Stored data entries —

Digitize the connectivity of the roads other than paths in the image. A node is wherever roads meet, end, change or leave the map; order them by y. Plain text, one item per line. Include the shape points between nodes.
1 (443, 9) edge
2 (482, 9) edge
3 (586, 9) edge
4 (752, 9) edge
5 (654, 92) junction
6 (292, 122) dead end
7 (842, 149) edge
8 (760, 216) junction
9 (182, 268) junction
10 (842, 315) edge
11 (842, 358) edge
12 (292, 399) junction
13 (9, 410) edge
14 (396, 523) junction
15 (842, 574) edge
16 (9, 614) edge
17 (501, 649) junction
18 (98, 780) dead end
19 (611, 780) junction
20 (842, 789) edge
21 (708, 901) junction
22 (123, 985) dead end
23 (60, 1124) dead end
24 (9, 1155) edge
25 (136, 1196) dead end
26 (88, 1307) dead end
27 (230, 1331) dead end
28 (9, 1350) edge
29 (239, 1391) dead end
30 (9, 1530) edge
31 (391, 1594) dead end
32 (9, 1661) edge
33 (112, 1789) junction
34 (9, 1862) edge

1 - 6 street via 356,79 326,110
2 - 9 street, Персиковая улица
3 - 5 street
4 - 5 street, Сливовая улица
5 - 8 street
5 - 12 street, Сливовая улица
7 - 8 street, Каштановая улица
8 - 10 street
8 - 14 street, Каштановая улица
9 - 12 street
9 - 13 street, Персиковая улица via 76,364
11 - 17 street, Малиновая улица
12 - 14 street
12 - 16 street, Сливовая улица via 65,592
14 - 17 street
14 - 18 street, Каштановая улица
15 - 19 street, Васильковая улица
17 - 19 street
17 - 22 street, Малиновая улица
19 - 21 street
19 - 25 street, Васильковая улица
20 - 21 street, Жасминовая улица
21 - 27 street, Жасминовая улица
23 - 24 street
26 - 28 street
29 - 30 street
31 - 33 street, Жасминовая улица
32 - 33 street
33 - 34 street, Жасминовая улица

WHAT IS EXPECTED —
Each entry above should be repeated exactly, with no line left out.

EXPECTED ANSWER —
Digitize the connectivity of the roads other than paths in the image. A node is wherever roads meet, end, change or leave the map; order them by y. Plain text, one item per line. Include the shape points between nodes.
1 (443, 9) edge
2 (482, 9) edge
3 (586, 9) edge
4 (752, 9) edge
5 (654, 92) junction
6 (292, 122) dead end
7 (842, 149) edge
8 (760, 216) junction
9 (182, 268) junction
10 (842, 315) edge
11 (842, 358) edge
12 (292, 399) junction
13 (9, 410) edge
14 (396, 523) junction
15 (842, 574) edge
16 (9, 614) edge
17 (501, 649) junction
18 (98, 780) dead end
19 (611, 780) junction
20 (842, 789) edge
21 (708, 901) junction
22 (123, 985) dead end
23 (60, 1124) dead end
24 (9, 1155) edge
25 (136, 1196) dead end
26 (88, 1307) dead end
27 (230, 1331) dead end
28 (9, 1350) edge
29 (239, 1391) dead end
30 (9, 1530) edge
31 (391, 1594) dead end
32 (9, 1661) edge
33 (112, 1789) junction
34 (9, 1862) edge

1 - 6 street via 356,79 326,110
2 - 9 street, Персиковая улица
3 - 5 street
4 - 5 street, Сливовая улица
5 - 8 street
5 - 12 street, Сливовая улица
7 - 8 street, Каштановая улица
8 - 10 street
8 - 14 street, Каштановая улица
9 - 12 street
9 - 13 street, Персиковая улица via 76,364
11 - 17 street, Малиновая улица
12 - 14 street
12 - 16 street, Сливовая улица via 65,592
14 - 17 street
14 - 18 street, Каштановая улица
15 - 19 street, Васильковая улица
17 - 19 street
17 - 22 street, Малиновая улица
19 - 21 street
19 - 25 street, Васильковая улица
20 - 21 street, Жасминовая улица
21 - 27 street, Жасминовая улица
23 - 24 street
26 - 28 street
29 - 30 street
31 - 33 street, Жасминовая улица
32 - 33 street
33 - 34 street, Жасминовая улица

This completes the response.